WHAT THE TASK ASKS: Print the records below exactly as they appear.

------------------------------------------------

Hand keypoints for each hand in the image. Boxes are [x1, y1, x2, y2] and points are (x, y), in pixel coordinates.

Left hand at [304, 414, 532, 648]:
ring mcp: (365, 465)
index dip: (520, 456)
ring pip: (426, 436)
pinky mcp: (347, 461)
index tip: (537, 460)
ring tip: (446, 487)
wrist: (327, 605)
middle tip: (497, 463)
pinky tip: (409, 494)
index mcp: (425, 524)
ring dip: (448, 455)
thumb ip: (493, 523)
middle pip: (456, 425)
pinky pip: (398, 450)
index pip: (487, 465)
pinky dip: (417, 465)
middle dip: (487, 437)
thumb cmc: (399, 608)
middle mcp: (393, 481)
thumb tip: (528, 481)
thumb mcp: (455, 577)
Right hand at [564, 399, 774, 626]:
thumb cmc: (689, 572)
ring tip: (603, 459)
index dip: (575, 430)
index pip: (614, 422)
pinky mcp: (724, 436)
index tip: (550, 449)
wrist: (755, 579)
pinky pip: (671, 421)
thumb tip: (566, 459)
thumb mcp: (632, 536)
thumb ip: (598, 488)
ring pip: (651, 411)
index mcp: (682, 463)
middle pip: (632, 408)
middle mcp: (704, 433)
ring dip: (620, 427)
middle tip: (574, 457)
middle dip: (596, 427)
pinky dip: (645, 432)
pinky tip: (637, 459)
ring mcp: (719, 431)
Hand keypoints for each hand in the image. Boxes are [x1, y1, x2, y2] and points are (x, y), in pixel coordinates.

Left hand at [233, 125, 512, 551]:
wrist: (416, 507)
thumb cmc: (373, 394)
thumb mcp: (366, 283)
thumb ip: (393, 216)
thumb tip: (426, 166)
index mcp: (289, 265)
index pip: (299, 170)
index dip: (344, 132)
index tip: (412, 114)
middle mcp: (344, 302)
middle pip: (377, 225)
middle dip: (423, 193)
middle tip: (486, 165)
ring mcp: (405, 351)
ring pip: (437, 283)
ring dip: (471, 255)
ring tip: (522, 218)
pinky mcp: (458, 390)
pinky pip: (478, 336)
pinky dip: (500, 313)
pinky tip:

------------------------------------------------

REPLY:
Hand keypoints for each hand in the image. Boxes are [x1, y1, x2, y2] and points are (x, y), in pixel coordinates.

Left hand at [304, 414, 532, 648]:
ring mcp: (365, 465)
index dip: (520, 456)
ring pip: (426, 436)
pinky mcp: (347, 461)
index tip: (537, 460)
ring tip: (446, 487)
wrist: (327, 605)
middle tip: (497, 463)
pinky tip: (409, 494)
index mcp: (425, 524)
ring dip: (448, 455)
thumb ip: (493, 523)
middle pip: (456, 425)
pinky pip: (398, 450)
index pip: (487, 465)
pinky dip: (417, 465)
middle dip: (487, 437)
thumb cmc: (399, 608)
middle mcp: (393, 481)
thumb tip: (528, 481)
thumb mcp: (455, 577)
Right hand at [564, 399, 774, 626]:
thumb cmc: (689, 572)
ring tip: (603, 459)
index dip: (575, 430)
index pip: (614, 422)
pinky mcp: (724, 436)
index tip: (550, 449)
wrist: (755, 579)
pinky pip: (671, 421)
thumb tip: (566, 459)
thumb mcp: (632, 536)
thumb ip: (598, 488)
ring pip: (651, 411)
index mcp: (682, 463)
middle pip: (632, 408)
middle mcp: (704, 433)
ring dip: (620, 427)
middle tip: (574, 457)
middle dip: (596, 427)
pinky dip: (645, 432)
pinky tip: (637, 459)
ring mcp: (719, 431)
Hand keypoints for each hand in the image. Boxes are [x1, y1, x2, y2] and points are (x, y), in pixel coordinates.

Left hand at [233, 125, 512, 551]:
wrist: (416, 507)
thumb cmc: (373, 394)
thumb mcp: (366, 283)
thumb ip: (393, 216)
thumb tip: (426, 166)
index mcp: (289, 265)
index pip: (299, 170)
index dip: (344, 132)
index tip: (412, 114)
middle mcp: (344, 302)
middle pip: (377, 225)
middle dip: (423, 193)
middle tip: (486, 165)
ring mcp: (405, 351)
ring pip: (437, 283)
ring dip: (471, 255)
ring tip: (522, 218)
pinky mcp: (458, 390)
pinky pip: (478, 336)
pinky dip: (500, 313)
pinky tip:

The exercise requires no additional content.